It is thought, based on the above paragraph, that some of the soldiers of Coroticus were, in fact, Christians themselves, though perhaps apostates. It is to these that Patrick’s appeal is particularly addressed, in an effort to shame them into repenting of their evil deeds.

3. On the day following that on which the newly baptized, in white array, were anointed—it was still fragrant on their foreheads while they were cruelly butchered and slaughtered with the sword by the aforesaid persons—I sent a letter with a holy presbyter whom I had taught from his infancy, clergy accompanying him, with a request that they would grant us some of the booty and of the baptized captives whom they had taken.

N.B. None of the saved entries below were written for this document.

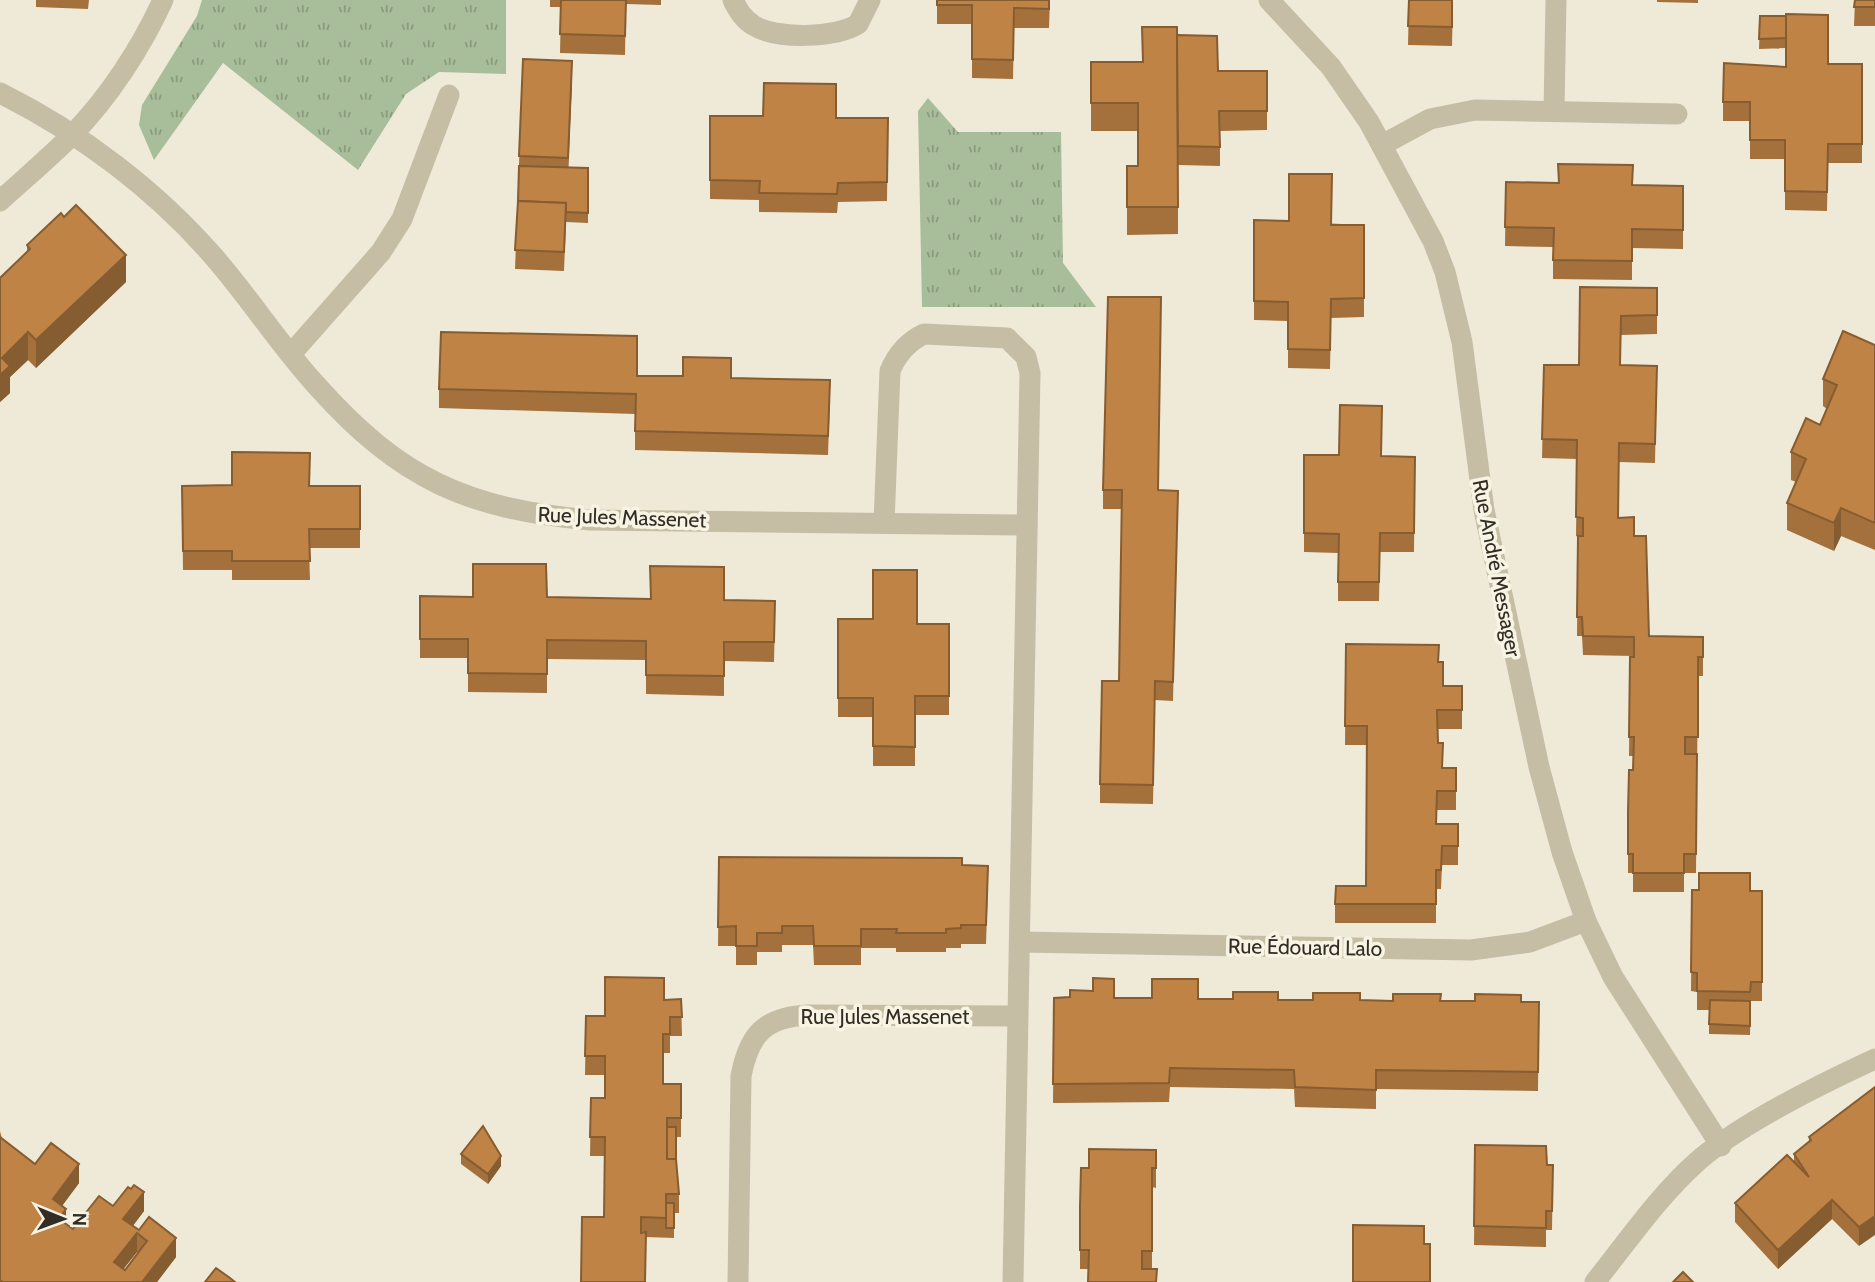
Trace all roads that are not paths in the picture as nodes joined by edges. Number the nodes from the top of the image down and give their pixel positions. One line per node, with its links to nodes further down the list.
1 (163, 0): 10 (street)
2 (733, 0): 3 (street)
3 (870, 0)
4 (1269, 0): 11 (street, Rue André Messager)
5 (1556, 0): 8 (street)
6 (0, 93): 10 (street, Rue Jules Massenet)
7 (449, 94): 13 (street)
8 (1554, 110): 9 (street); 11 (street)
9 (1677, 114)
10 (72, 135): 12 (street); 13 (street, Rue Jules Massenet)
11 (1382, 145): 16 (street, Rue André Messager)
12 (0, 201)
13 (291, 354): 14 (street, Rue Jules Massenet)
14 (884, 523): 15 (street, Rue Jules Massenet); 15 (street)
15 (1027, 524): 17 (street)
16 (1586, 921): 17 (street, Rue Édouard Lalo); 20 (street, Rue André Messager)
17 (1020, 942): 18 (street)
18 (1017, 1016): 21 (street, Rue Jules Massenet); 22 (street)
19 (1875, 1059): 20 (street)
20 (1721, 1146): 23 (street)
21 (738, 1282)
22 (1013, 1282)
23 (1595, 1282)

They jeered at them.

4. Therefore I know not what I should the rather mourn: whether those who are slain, or those whom they captured, or those whom the devil grievously ensnared. In everlasting punishment they will become slaves of hell along with him; for verily whosoever committeth sin is a bondservant of sin, and is called a son of the devil.

5. On this account let every man that feareth God learn that aliens they are from me and from Christ my God, for whom I am an ambassador—patricide, fratricide as he is!—ravening wolves eating up the people of the Lord as it were bread. As he saith, O Lord, the ungodly have destroyed thy law, which in the last times he had excellently (and) kindly planted in Ireland; and it was builded by the favour of God.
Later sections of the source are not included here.